§ **Action item**
Please output the data exactly, without omitting anything.

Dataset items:
───

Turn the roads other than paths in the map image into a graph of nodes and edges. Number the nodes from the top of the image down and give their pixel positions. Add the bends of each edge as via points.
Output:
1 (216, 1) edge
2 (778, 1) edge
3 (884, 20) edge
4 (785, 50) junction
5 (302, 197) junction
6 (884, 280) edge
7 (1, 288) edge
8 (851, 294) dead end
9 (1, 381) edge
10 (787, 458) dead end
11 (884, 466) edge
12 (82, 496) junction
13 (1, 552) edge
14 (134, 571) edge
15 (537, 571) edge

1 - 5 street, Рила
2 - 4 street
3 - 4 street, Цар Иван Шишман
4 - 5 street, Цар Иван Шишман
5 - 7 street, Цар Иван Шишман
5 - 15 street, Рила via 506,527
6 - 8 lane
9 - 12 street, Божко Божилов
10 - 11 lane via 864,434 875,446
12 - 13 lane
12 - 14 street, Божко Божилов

───

§ **Solved problem**
Turn the roads other than paths in the map image into a graph of nodes and edges. Number the nodes from the top of the image down and give their pixel positions. Add the bends of each edge as via points.
Output:
1 (216, 1) edge
2 (778, 1) edge
3 (884, 20) edge
4 (785, 50) junction
5 (302, 197) junction
6 (884, 280) edge
7 (1, 288) edge
8 (851, 294) dead end
9 (1, 381) edge
10 (787, 458) dead end
11 (884, 466) edge
12 (82, 496) junction
13 (1, 552) edge
14 (134, 571) edge
15 (537, 571) edge

1 - 5 street, Рила
2 - 4 street
3 - 4 street, Цар Иван Шишман
4 - 5 street, Цар Иван Шишман
5 - 7 street, Цар Иван Шишман
5 - 15 street, Рила via 506,527
6 - 8 lane
9 - 12 street, Божко Божилов
10 - 11 lane via 864,434 875,446
12 - 13 lane
12 - 14 street, Божко Божилов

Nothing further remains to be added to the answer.